Console to Mobile: A Return to the Frontline

Mon 03 Dec 2012 8:42am GMT / 3:42am EST / 12:42am PST
MobileDevelopment

Scopely's Travis Chen on one developer's reasoning for leaving the stagnant home hardware market behind to dive into a future of multiplayer on handsets

Travis Chen's story isn't necessarily unique. Over the past three to four years we've heard and seen many games developers do the same thing - leave behind the console market and head towards a future building game content around mobile devices. The console is tired, they say, while mobile offers a brighter, more exciting future.

Quick iteration, more control and a better personal learning experience are all at the forefront of Chen's thinking. This is a designer who's worked on some of the biggest franchises this generation - Halo, Call of Duty, Guitar Hero - but now works with mobile start-up Scopely, a games company founded by Eytan Elbaz, the guy who sold AdSense to Google for over $3 billion. This isn't a traditionally-thinking games company then, this is a tech company making games…

Q: Way back you used to be a console games developer, you worked on Guitar Hero and Call Of Duty, but now you've moved over to mobile development. What were the reasons for doing that?

Travis Chen: I've been in the games industry since almost high school, I started when I was about 16. I've kind of been through a number of companies, I was at Rockstar for a while, I did a little internship when Halo 2 was shipping at Bungie, I worked at Blizzard for a while, and spent the last five years at Neversoft Entertainment.

"I started to feel like my skills were plateauing, and the opportunity and the speed at which mobile moves was really compelling to me"

I started there on Guitar Hero and did that for quite a while, and then we moved over to helping out the Call Of Duty franchise. The biggest reason why I decided to move over to Scopely and into mobile games was that I felt like I started to not learn as much on a daily basis. I started to feel like my skills were plateauing, and the opportunity and the speed at which mobile moves was really compelling to me. Really to just kind of do something new and something completely different but where a lot of my skills that I picked up over the last ten years of being in console games would apply. That's kind of the main reason.

I think another big reason was that, and I think every console guy can attest to this story, you've been working on a game for a year, it gets canned. That happened to me once in my career and for the length that I've worked in the games industry that's actually a pretty good record. But it's pretty hard when you put your heart into something for over a year and then it gets back burnered or tabled. And I think the bigger thing to take away from that is how much and how long goes into the console development cycle, how many resources are required now. I mean we're looking at 150-plus teams to put out one game for two years.
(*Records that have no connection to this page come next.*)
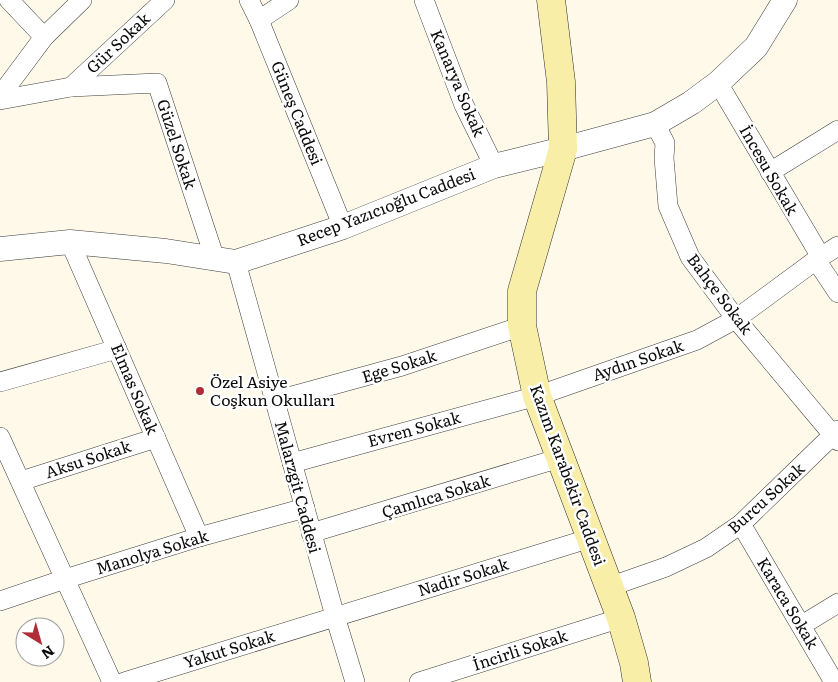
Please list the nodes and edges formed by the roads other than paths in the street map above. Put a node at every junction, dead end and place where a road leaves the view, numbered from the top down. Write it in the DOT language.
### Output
graph roads {
  1 [pos="9,0"];
  2 [pos="82,0"];
  3 [pos="165,0"];
  4 [pos="249,0"];
  5 [pos="289,0"];
  6 [pos="424,0"];
  7 [pos="551,0"];
  8 [pos="786,0"];
  9 [pos="259,20"];
  10 [pos="44,37"];
  11 [pos="718,83"];
  12 [pos="71,87"];
  13 [pos="0,96"];
  14 [pos="0,100"];
  15 [pos="655,124"];
  16 [pos="838,130"];
  17 [pos="563,149"];
  18 [pos="494,166"];
  19 [pos="770,172"];
  20 [pos="343,227"];
  21 [pos="70,242"];
  22 [pos="838,246"];
  23 [pos="0,249"];
  24 [pos="819,259"];
  25 [pos="225,260"];
  26 [pos="838,293"];
  27 [pos="736,319"];
  28 [pos="522,326"];
  29 [pos="118,349"];
  30 [pos="0,382"];
  31 [pos="537,396"];
  32 [pos="274,401"];
  33 [pos="836,436"];
  34 [pos="0,437"];
  35 [pos="156,438"];
  36 [pos="560,458"];
  37 [pos="292,463"];
  38 [pos="21,481"];
  39 [pos="305,508"];
  40 [pos="741,524"];
  41 [pos="311,533"];
  42 [pos="199,537"];
  43 [pos="590,538"];
  44 [pos="64,579"];
  45 [pos="609,587"];
  46 [pos="0,601"];
  47 [pos="838,603"];
  48 [pos="334,616"];
  49 [pos="621,618"];
  50 [pos="802,626"];
  51 [pos="112,682"];
  52 [pos="124,682"];
  53 [pos="355,682"];
  54 [pos="419,682"];
  55 [pos="637,682"];
  56 [pos="834,682"];
  1 -- 10 [label="street"];
  2 -- 10 [label="street"];
  3 -- 12 [label="street, Gür Sokak"];
  4 -- 9 [label="street, Güneş Caddesi"];
  5 -- 9 [label="street"];
  6 -- 18 [label="street, Kanarya Sokak"];
  7 -- 17 [label="main road, Kazım Karabekir Caddesi"];
  8 -- 11 [label="street, Recep Yazıcıoğlu Caddesi"];
  9 -- 20 [label="street, Güneş Caddesi"];
  10 -- 13 [label="street"];
  11 -- 15 [label="street, Recep Yazıcıoğlu Caddesi"];
  11 -- 19 [label="street, İncesu Sokak"];
  12 -- 14 [label="street"];
  12 -- 25 [label="street, Güzel Sokak"];
  15 -- 17 [label="street, Recep Yazıcıoğlu Caddesi"];
  15 -- 27 [label="street, Bahçe Sokak"];
  16 -- 19 [label="street"];
  17 -- 18 [label="street, Recep Yazıcıoğlu Caddesi"];
  17 -- 28 [label="main road, Kazım Karabekir Caddesi"];
  18 -- 20 [label="street, Recep Yazıcıoğlu Caddesi"];
  19 -- 24 [label="street, İncesu Sokak"];
  20 -- 25 [label="street, Recep Yazıcıoğlu Caddesi"];
  21 -- 23 [label="street, Recep Yazıcıoğlu Caddesi"];
  21 -- 25 [label="street, Recep Yazıcıoğlu Caddesi"];
  21 -- 29 [label="street, Elmas Sokak"];
  22 -- 24 [label="street, Aydın Sokak"];
  24 -- 26 [label="street, İncesu Sokak"];
  24 -- 27 [label="street, Aydın Sokak"];
  25 -- 32 [label="street, Malarzgit Caddesi"];
  27 -- 31 [label="street, Aydın Sokak"];
  27 -- 33 [label="street, Bahçe Sokak"];
  28 -- 31 [label="main road, Kazım Karabekir Caddesi"];
  28 -- 32 [label="street, Ege Sokak"];
  29 -- 30 [label="street"];
  29 -- 35 [label="street, Elmas Sokak"];
  31 -- 36 [label="main road, Kazım Karabekir Caddesi"];
  31 -- 37 [label="street, Evren Sokak"];
  32 -- 37 [label="street, Malarzgit Caddesi"];
  33 -- 40 [label="street, Burcu Sokak"];
  34 -- 38 [label="street"];
  35 -- 38 [label="street, Aksu Sokak"];
  35 -- 42 [label="street, Elmas Sokak"];
  36 -- 41 [label="street, Çamlıca Sokak"];
  36 -- 43 [label="main road, Kazım Karabekir Caddesi"];
  37 -- 39 [label="street, Malarzgit Caddesi"];
  38 -- 44 [label="street"];
  39 -- 41 [label="street, Malarzgit Caddesi"];
  39 -- 42 [label="street, Manolya Sokak"];
  40 -- 45 [label="street, Burcu Sokak"];
  40 -- 50 [label="street, Karaca Sokak"];
  41 -- 48 [label="street, Malarzgit Caddesi"];
  42 -- 44 [label="street, Manolya Sokak"];
  43 -- 45 [label="main road, Kazım Karabekir Caddesi"];
  43 -- 48 [label="street, Nadir Sokak"];
  44 -- 46 [label="street, Manolya Sokak"];
  44 -- 51 [label="street"];
  45 -- 49 [label="main road, Kazım Karabekir Caddesi"];
  47 -- 50 [label="street"];
  48 -- 52 [label="street, Yakut Sokak"];
  48 -- 53 [label="street, Malarzgit Caddesi"];
  49 -- 54 [label="street, İncirli Sokak"];
  49 -- 55 [label="main road, Kazım Karabekir Caddesi"];
  50 -- 56 [label="street, Karaca Sokak"];
}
One thing that really excited me about the mobile space is that it's a return to small teams, it's a return to quick development cycles and you can see the fruits of your labour almost immediately. It's a really fun exciting space to be in and it moves so quickly, and I think that's one of the biggest influences for me in moving over and one of the things that excites me so much. I can get something in people's hands in three months.
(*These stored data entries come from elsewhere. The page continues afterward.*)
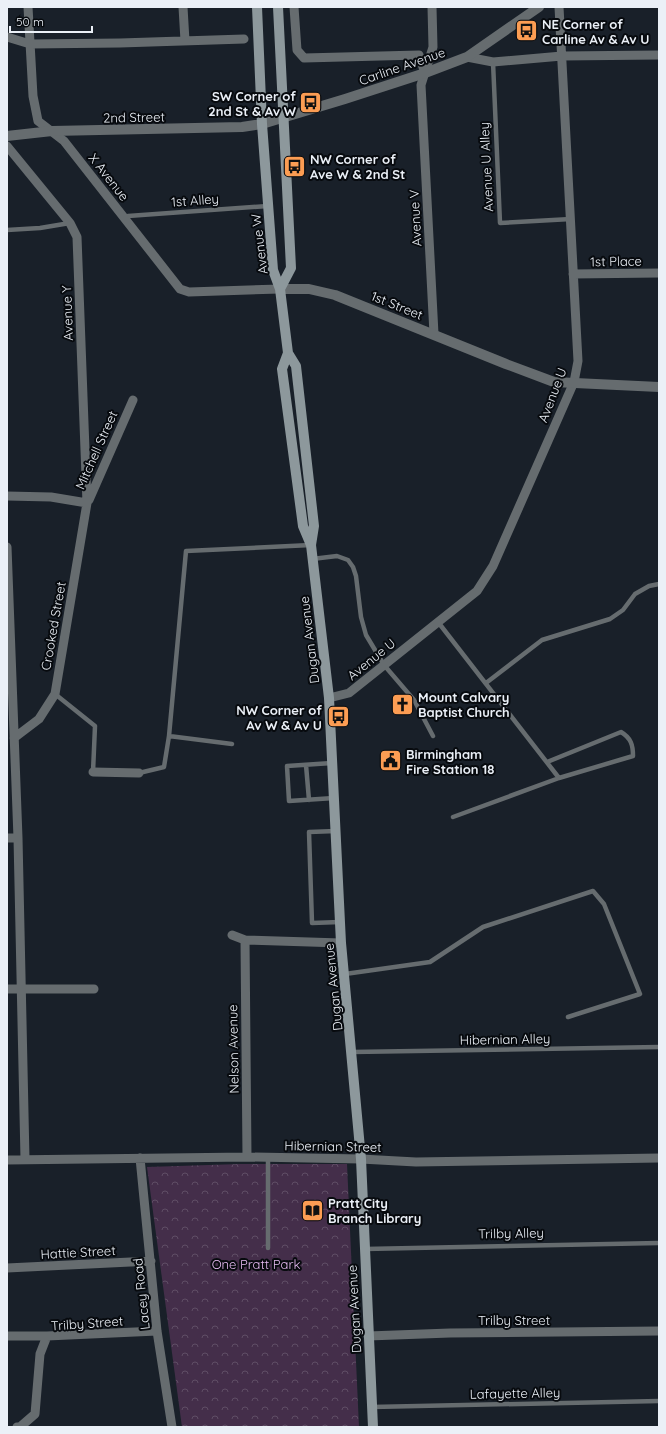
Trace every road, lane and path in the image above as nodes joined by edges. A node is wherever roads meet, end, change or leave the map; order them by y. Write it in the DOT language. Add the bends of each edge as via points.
graph roads {
  1 [pos="28,7"];
  2 [pos="183,7"];
  3 [pos="257,7"];
  4 [pos="278,7"];
  5 [pos="294,7"];
  6 [pos="432,7"];
  7 [pos="539,7"];
  8 [pos="559,7"];
  9 [pos="7,37"];
  10 [pos="244,39"];
  11 [pos="185,41"];
  12 [pos="30,44"];
  13 [pos="659,55"];
  14 [pos="562,56"];
  15 [pos="467,57"];
  16 [pos="493,62"];
  17 [pos="425,73"];
  18 [pos="283,117"];
  19 [pos="262,124"];
  20 [pos="52,131"];
  21 [pos="7,136"];
  22 [pos="7,146"];
  23 [pos="268,206"];
  24 [pos="125,219"];
  25 [pos="571,219"];
  26 [pos="70,223"];
  27 [pos="7,230"];
  28 [pos="143,242"];
  29 [pos="659,273"];
  30 [pos="573,274"];
  31 [pos="280,289"];
  32 [pos="434,334"];
  33 [pos="288,353"];
  34 [pos="574,382"];
  35 [pos="659,387"];
  36 [pos="132,400"];
  37 [pos="7,496"];
  38 [pos="88,503"];
  39 [pos="311,545"];
  40 [pos="7,547"];
  41 [pos="312,559"];
  42 [pos="659,584"];
  43 [pos="438,622"];
  44 [pos="384,665"];
  45 [pos="486,683"];
  46 [pos="55,694"];
  47 [pos="329,698"];
  48 [pos="169,736"];
  49 [pos="433,736"];
  50 [pos="14,738"];
  51 [pos="232,744"];
  52 [pos="547,762"];
  53 [pos="332,763"];
  54 [pos="306,765"];
  55 [pos="93,772"];
  56 [pos="139,773"];
  57 [pos="559,778"];
  58 [pos="334,798"];
  59 [pos="309,800"];
  60 [pos="453,817"];
  61 [pos="336,831"];
  62 [pos="7,838"];
  63 [pos="18,838"];
  64 [pos="340,922"];
  65 [pos="232,935"];
  66 [pos="244,940"];
  67 [pos="341,943"];
  68 [pos="345,974"];
  69 [pos="22,988"];
  70 [pos="7,989"];
  71 [pos="94,989"];
  72 [pos="568,1017"];
  73 [pos="659,1047"];
  74 [pos="352,1052"];
  75 [pos="247,1157"];
  76 [pos="268,1157"];
  77 [pos="140,1158"];
  78 [pos="659,1158"];
  79 [pos="25,1159"];
  80 [pos="361,1159"];
  81 [pos="7,1160"];
  82 [pos="659,1242"];
  83 [pos="268,1248"];
  84 [pos="364,1249"];
  85 [pos="151,1261"];
  86 [pos="7,1268"];
  87 [pos="157,1331"];
  88 [pos="659,1331"];
  89 [pos="7,1336"];
  90 [pos="47,1336"];
  91 [pos="368,1336"];
  92 [pos="659,1401"];
  93 [pos="372,1407"];
  94 [pos="17,1427"];
  95 [pos="172,1427"];
  96 [pos="373,1427"];
  1 -- 12 [label="street"];
  2 -- 11 [label="street"];
  3 -- 19 [label="main road, Avenue W"];
  4 -- 18 [label="main road, Avenue W"];
  5 -- 17 [label="street" via="297,50 304,58 419,55"];
  6 -- 17 [label="street, Avenue V" via="433,47"];
  7 -- 15 [label="street, Carline Avenue"];
  8 -- 14 [label="street, Avenue U"];
  9 -- 12 [label="street"];
  10 -- 11 [label="street"];
  11 -- 12 [label="street"];
  12 -- 20 [label="street" via="33,96 38,121"];
  13 -- 14 [label="street"];
  14 -- 16 [label="street"];
  14 -- 25 [label="street, Avenue U"];
  15 -- 16 [label="street"];
  15 -- 17 [label="street, Carline Avenue"];
  16 -- 25 [label="lane, Avenue U Alley" via="500,223"];
  17 -- 18 [label="street, Carline Avenue"];
  17 -- 32 [label="street, Avenue V" via="421,85"];
  18 -- 19 [label="street, Carline Avenue"];
  18 -- 31 [label="main road, Avenue W" via="292,268"];
  19 -- 20 [label="street, 2nd Street" via="229,128"];
  19 -- 23 [label="main road, Avenue W"];
  20 -- 21 [label="street, 2nd Street"];
  20 -- 24 [label="street, X Avenue" via="64,141"];
  22 -- 26 [label="street, Avenue Y"];
  23 -- 24 [label="lane, 1st Alley" via="128,216"];
  23 -- 31 [label="main road, Avenue W" via="273,270"];
  24 -- 28 [label="street, X Avenue"];
  25 -- 30 [label="street, Avenue U"];
  26 -- 27 [label="lane"];
  26 -- 38 [label="street, Avenue Y" via="77,238"];
  28 -- 31 [label="street, 1st Street" via="180,289 190,292"];
  29 -- 30 [label="street, 1st Place"];
  30 -- 34 [label="street, Avenue U" via="578,361"];
  31 -- 32 [label="street, 1st Street" via="309,289 335,295"];
  31 -- 33 [label="main road, Dugan Avenue"];
  32 -- 34 [label="street, 1st Street" via="554,382"];
  33 -- 39 [label="main road, Dugan Avenue" via="296,366 314,526"];
  33 -- 39 [label="main road, Dugan Avenue" via="282,369 303,526"];
  34 -- 35 [label="street, 1st Street"];
  34 -- 43 [label="street, Avenue U" via="493,566 477,591"];
  36 -- 38 [label="street, Mitchell Street"];
  37 -- 38 [label="street, Mitchell Street" via="51,497"];
  38 -- 46 [label="street, Crooked Street"];
  39 -- 41 [label="main road, Dugan Avenue"];
  39 -- 48 [label="lane" via="186,551"];
  40 -- 50 [label="street"];
  41 -- 44 [label="lane" via="337,556 348,560 353,567 366,635"];
  41 -- 47 [label="main road, Dugan Avenue"];
  42 -- 45 [label="lane" via="635,594 622,610 610,619 542,640"];
  43 -- 44 [label="street, Avenue U"];
  43 -- 45 [label="lane"];
  44 -- 47 [label="street, Avenue U" via="349,693"];
  44 -- 49 [label="lane" via="414,700"];
  45 -- 52 [label="lane"];
  46 -- 50 [label="street, Crooked Street" via="39,719"];
  46 -- 55 [label="lane" via="95,726"];
  47 -- 53 [label="main road, Dugan Avenue"];
  48 -- 51 [label="lane"];
  48 -- 56 [label="lane" via="164,767"];
  50 -- 63 [label="street"];
  52 -- 57 [label="lane"];
  52 -- 57 [label="lane" via="622,732 633,745 633,756"];
  53 -- 54 [label="lane"];
  53 -- 58 [label="main road, Dugan Avenue"];
  54 -- 59 [label="lane"];
  54 -- 59 [label="lane" via="287,766 289,801"];
  55 -- 56 [label="street"];
  57 -- 60 [label="lane"];
  58 -- 59 [label="lane"];
  58 -- 61 [label="main road, Dugan Avenue"];
  61 -- 64 [label="main road, Dugan Avenue"];
  61 -- 64 [label="lane" via="309,832 312,923"];
  62 -- 63 [label="street"];
  63 -- 69 [label="street"];
  64 -- 67 [label="main road, Dugan Avenue"];
  65 -- 66 [label="street"];
  66 -- 67 [label="street"];
  66 -- 75 [label="street, Nelson Avenue"];
  67 -- 68 [label="main road, Dugan Avenue"];
  68 -- 72 [label="lane" via="430,962 483,927 593,891 604,904 640,994"];
  68 -- 74 [label="main road, Dugan Avenue"];
  69 -- 70 [label="street"];
  69 -- 71 [label="street"];
  69 -- 79 [label="street"];
  73 -- 74 [label="lane, Hibernian Alley"];
  74 -- 80 [label="main road, Dugan Avenue"];
  75 -- 76 [label="street, Hibernian Street"];
  75 -- 77 [label="street, Hibernian Street"];
  76 -- 80 [label="street, Hibernian Street"];
  76 -- 83 [label="lane"];
  77 -- 79 [label="street, Hibernian Street"];
  77 -- 85 [label="street, Lacey Road"];
  78 -- 80 [label="street, Hibernian Street" via="416,1162"];
  79 -- 81 [label="street, Hibernian Street"];
  80 -- 84 [label="main road, Dugan Avenue"];
  82 -- 84 [label="lane, Trilby Alley"];
  84 -- 91 [label="main road, Dugan Avenue"];
  85 -- 86 [label="street, Hattie Street"];
  85 -- 87 [label="street, Lacey Road"];
  87 -- 90 [label="street, Trilby Street"];
  87 -- 95 [label="street, Lacey Road"];
  88 -- 91 [label="street, Trilby Street"];
  89 -- 90 [label="street"];
  90 -- 94 [label="street, Trilby Street" via="40,1354 35,1414"];
  91 -- 93 [label="main road, Dugan Avenue"];
  92 -- 93 [label="lane, Lafayette Alley"];
  93 -- 96 [label="main road, Dugan Avenue"];
}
Q: It seems that you're so much closer to the product and final the game in the mobile space...

Travis Chen: One of the things that's a real difference between my experience at Neversoft, which is owned by Activision - I was almost shielded from a lot of the corporate running that goes into the game. It's a huge part of the game but the development team were so apart from it. But at Scopely I have to wear a tonne of hats and deal with every aspect of the game's creation, including getting the trailer made, doing PR, and all that kind of stuff. I get to do a lot more stuff and see a lot more stuff so it makes you that much more close to the game.

Q: That goes back to what you were saying about learning more and picking up multiple skills on mobile.

"Right now there's a feeling that the console game industry is stagnant"

Travis Chen: Absolutely. And that's definitely something I see for my future, wanting to do smaller, independent games, and I think the learning that I'm doing now is incredibly valuable for that kind of future ambition.

Q: What kind of skills do you take over from console development to the mobile arena?

Travis Chen: It's a little hard to explain but one of the main functional skills that I take over is the ability to really focus on tuning something until it's right. That's something that in my design career with console games is so important. One of the things that's hard with console development is to weed out the fun because it can be obscured by the glitz that goes into console games. It's not going to start feeling like a fun game until you have all of your motion capture animations and awesome voice recordings done by an actor and those kinds of things.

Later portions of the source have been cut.